The results of both the market modelling in Task 2 and the grid modelling highlight the benefit of increased interconnector capacity in the Baltic countries. The main direction of the energy flow is from Finland via Estonia and Latvia to Lithuania, and further to Poland. Hence, a regional perspective on grid upgrades and interconnector capacity seems to be appropriate in these countries independent of offshore wind development scenarios.
Figure 6-14 Total change in social welfare costs due to offshore wind deployment in the BEMIP region in 2030, per scenario, in MEUR.
Figure 6-15 shows total annualised social welfare costs of redispatch and grid upgrades across the BEMIP region in 2050. The general trend that increased cooperation and higher ambition leads to lower grid costs across the region is reaffirmed. As in 2030, the scenario with highest cost is the low ambition NP scenario, and the scenario with lowest, in fact negative, impact on redispatch costs is the ambitious GPC scenario.

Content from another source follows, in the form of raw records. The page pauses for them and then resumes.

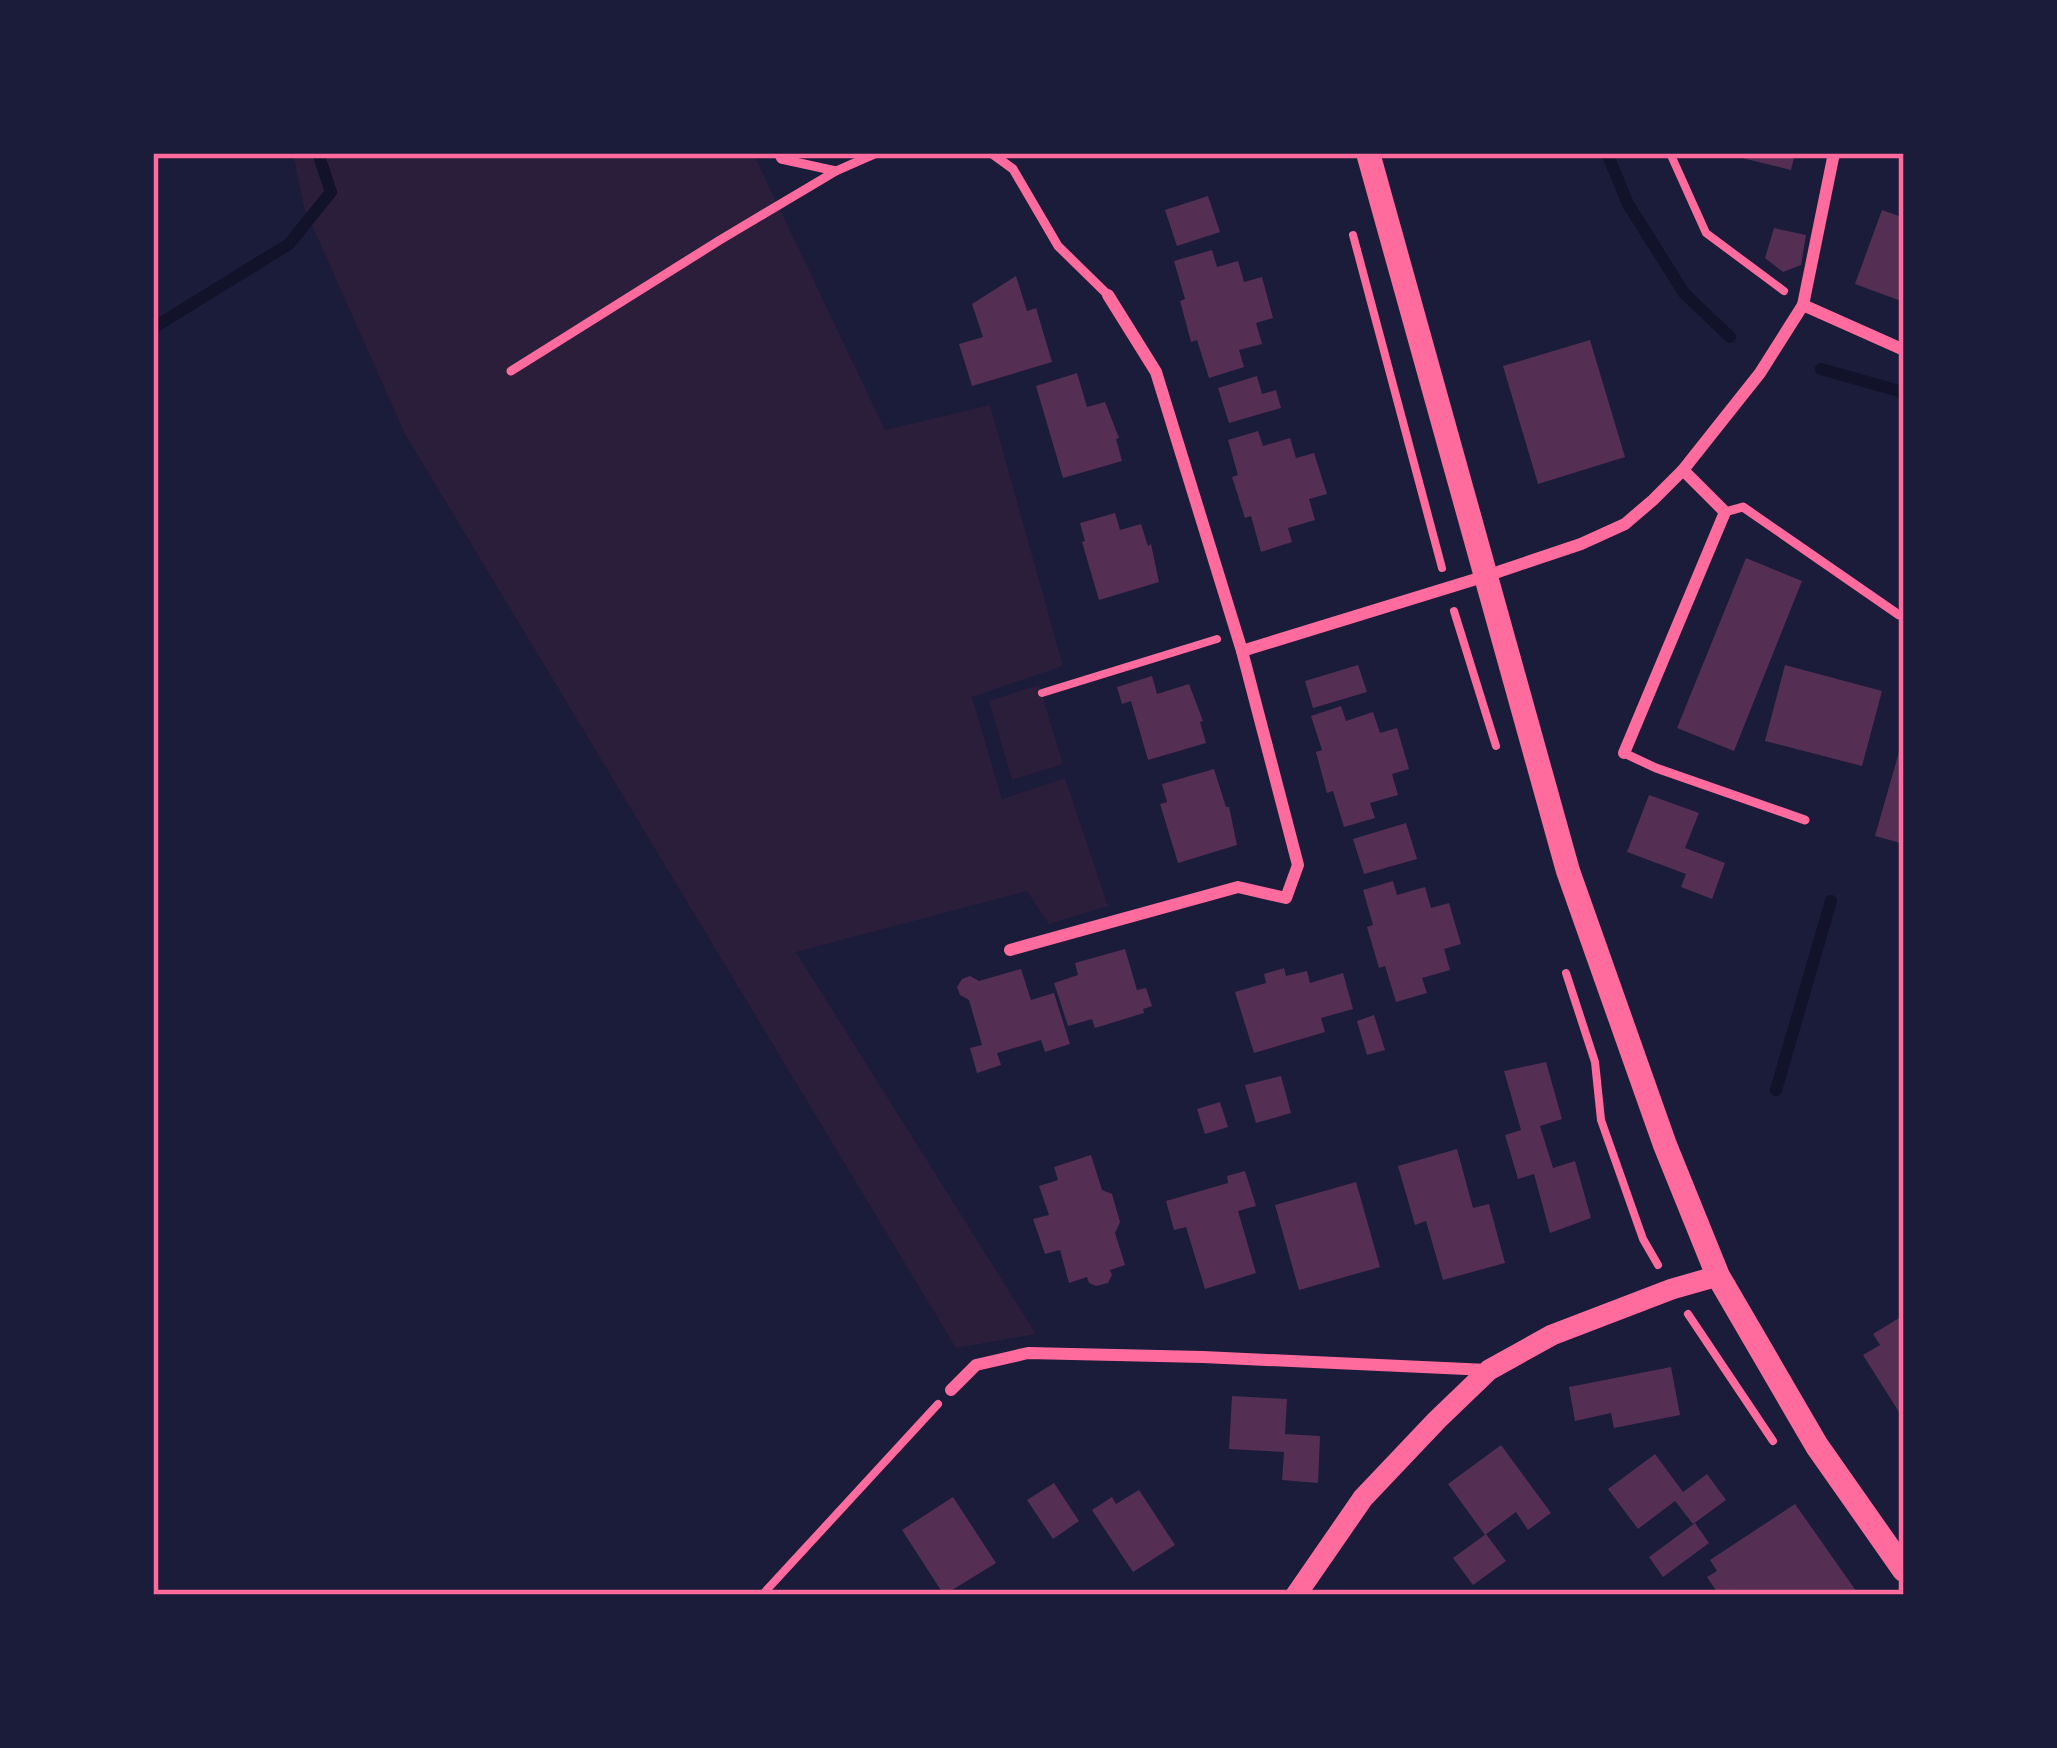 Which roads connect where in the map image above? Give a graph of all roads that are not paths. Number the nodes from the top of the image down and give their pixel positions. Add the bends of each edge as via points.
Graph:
1 (778, 153) edge
2 (877, 153) edge
3 (991, 153) edge
4 (1008, 153) edge
5 (1368, 153) edge
6 (1834, 153) edge
7 (1012, 169) junction
8 (836, 171) junction
9 (1108, 295) joint
10 (1803, 305) junction
11 (1904, 350) edge
12 (511, 371) dead end
13 (1683, 470) junction
14 (1725, 512) junction
15 (1486, 576) junction
16 (1899, 615) dead end
17 (1241, 651) junction
18 (1624, 753) joint
19 (1805, 820) dead end
20 (1010, 950) dead end
21 (1718, 1276) junction
22 (1489, 1370) junction
23 (951, 1390) road end
24 (1904, 1570) edge
25 (1296, 1595) edge

1 - 8 lane
2 - 8 lane
3 - 7 lane
4 - 7 lane
5 - 15 main road
6 - 10 street
7 - 9 lane via 1058,246
8 - 12 lane
9 - 17 street via 1156,372
10 - 11 street
10 - 13 street
13 - 14 street
13 - 15 street via 1624,524
14 - 16 lane via 1744,508
14 - 18 street
15 - 17 street
15 - 21 main road via 1568,871
17 - 20 street via 1298,865 1286,898 1238,887
18 - 19 lane
21 - 22 street via 1552,1335
21 - 24 main road via 1817,1446
22 - 23 street via 1028,1353 976,1364
22 - 25 street via 1364,1498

However, the picture is more complex in 2050: some countries see increasing redispatch costs with increasing cooperation. For example, Germany and the Nordic countries experience increases in the ambitious deployment scenarios. This finding motivates the recommendation that regional cooperation should be accompanied by a fair analysis of the benefits and costs that each member state bears, e.g., due to the connection of an offshore hub.
Also, in the under low ambition scenarios, the GPC scenario exhibits higher redispatch costs than the GC scenario. The increase stems from both Germany and Poland and might be related to insufficient German-Polish cross border capacity. However, it such effects were out of scope for the analysis of internal constraints in this section.
Figure 6-15 Total change in social welfare costs due to offshore wind deployment in the BEMIP region in 2050, per scenario, in MEUR.
As input to the cost-benefit analysis, we use the relative increase or decrease compared to the NP Low deployment scenario, which is used as reference in the analysis of offshore grid power scenarios. The following table summarises the results of the grid modelling for the whole BEMIP region. These numbers are used in the CBA in the next chapter.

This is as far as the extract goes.